It’s essential to note we won’t address the broader subject of measuring software performance “in general” or when a system is distributed across multiple processes and machines.

Performance model

A well-known model to represent the performance characteristics of a single actor is presented in Akka in Action, applied here below to our face_detector:

In essence, it consists of a few metrics:

  • the arrival rate is the number of messages (e.g. images) to process during a period, usually expressed in a common time unit (e.g. 30 frames per second – 30 fps);
  • the throughput is the number of processed messages during a period, usually expressed in a common time unit (e.g. 15 fps);
  • the waiting time is the time one message spends in the queue before being handled (e.g. 1 microsecond);
  • finally, the service time is the time needed to handle one message (e.g. the time needed by face_detector to recognize faces on a single frame).

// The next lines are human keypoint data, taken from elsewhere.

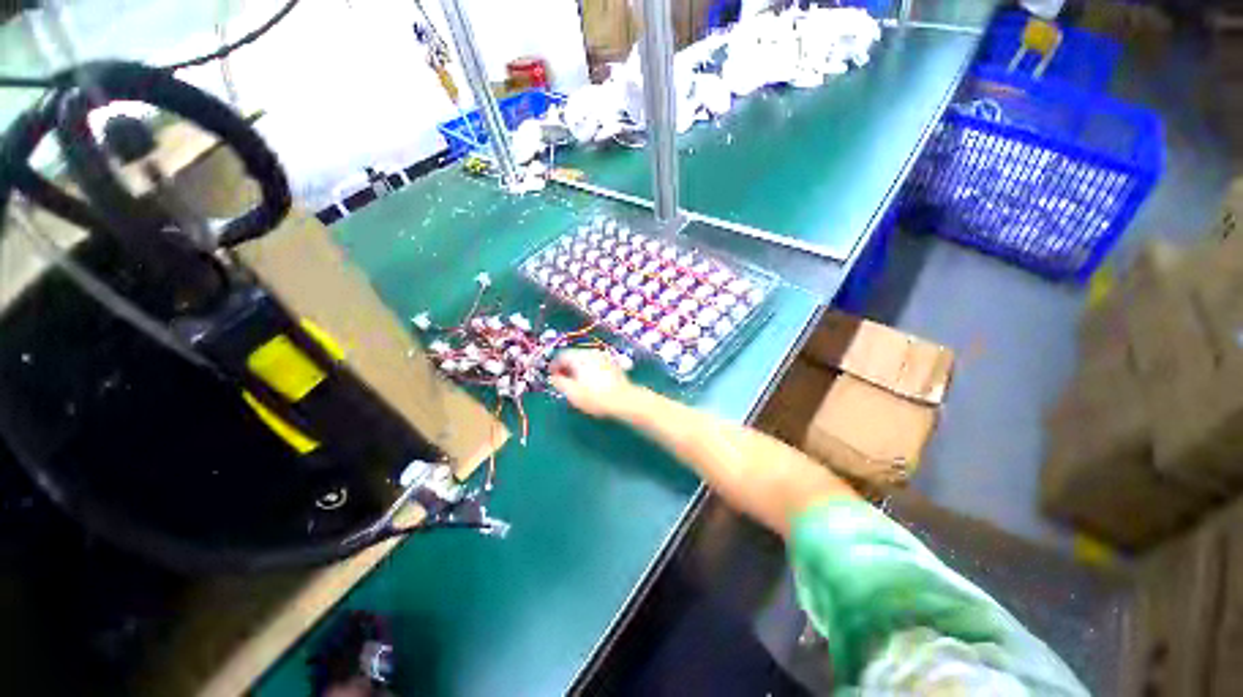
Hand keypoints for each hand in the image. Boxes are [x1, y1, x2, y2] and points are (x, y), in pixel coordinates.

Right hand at [550, 349, 637, 418]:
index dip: (554, 365)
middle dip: (566, 366)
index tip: (552, 375)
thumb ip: (559, 383)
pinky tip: (591, 381)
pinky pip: (596, 363)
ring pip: (585, 359)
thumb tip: (553, 377)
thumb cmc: (595, 397)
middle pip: (574, 355)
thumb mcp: (572, 393)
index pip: (562, 355)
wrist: (624, 400)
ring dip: (578, 367)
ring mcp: (603, 357)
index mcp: (579, 358)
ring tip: (576, 381)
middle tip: (563, 378)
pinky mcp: (612, 364)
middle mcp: (591, 353)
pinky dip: (589, 368)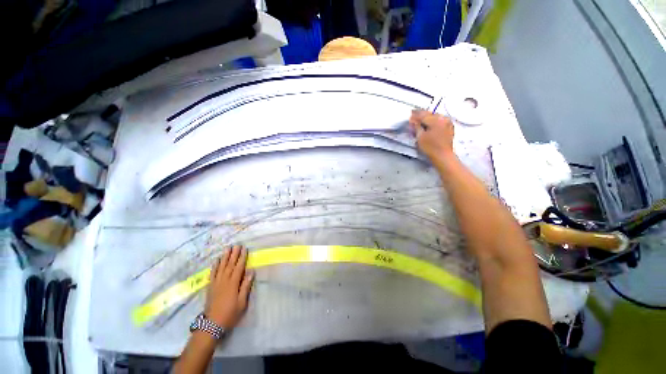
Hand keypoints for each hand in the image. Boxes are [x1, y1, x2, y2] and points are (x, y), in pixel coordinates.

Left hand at [204, 245, 253, 328]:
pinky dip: (215, 266)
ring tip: (227, 248)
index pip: (239, 267)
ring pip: (221, 267)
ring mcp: (216, 283)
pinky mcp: (210, 287)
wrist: (211, 325)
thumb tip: (251, 272)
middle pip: (230, 265)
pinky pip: (212, 273)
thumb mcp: (242, 302)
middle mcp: (224, 281)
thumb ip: (246, 286)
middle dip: (234, 254)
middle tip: (237, 245)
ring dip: (224, 257)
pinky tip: (216, 260)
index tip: (244, 249)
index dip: (242, 257)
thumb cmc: (230, 314)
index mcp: (233, 284)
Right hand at [409, 109, 454, 162]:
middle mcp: (443, 119)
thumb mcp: (420, 137)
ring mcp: (448, 123)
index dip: (415, 115)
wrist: (443, 156)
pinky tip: (429, 124)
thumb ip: (416, 126)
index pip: (423, 115)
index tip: (410, 114)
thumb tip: (413, 120)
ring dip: (428, 118)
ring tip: (421, 121)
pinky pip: (440, 121)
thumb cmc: (430, 147)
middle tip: (414, 117)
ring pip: (435, 117)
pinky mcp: (449, 128)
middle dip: (421, 115)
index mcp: (435, 120)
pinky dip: (433, 122)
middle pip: (430, 114)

While throughput is commonly linked to the “output of messages,” its significance extends beyond that and is applicable to “sink” agents that do not produce messages. For instance, the image_saver has a specific throughput, representing the number of images saved to disk per second, even though it does not generate outputs.

Frequently, the term “service time” is interchangeably used with another concept you might be more acquainted with: latency. To be precise, latency is equivalent to the sum of service time and waiting time. In simpler terms, it represents the duration it takes for a message to be processed from the moment it is sent to the agent’s queue to the moment it’s fully processed and, possibly, dispatched to another channel. It’s worth bringing into focus that in SObjectizer waiting time primarily depends on the dispatcher, whereas service time is determined by the agent.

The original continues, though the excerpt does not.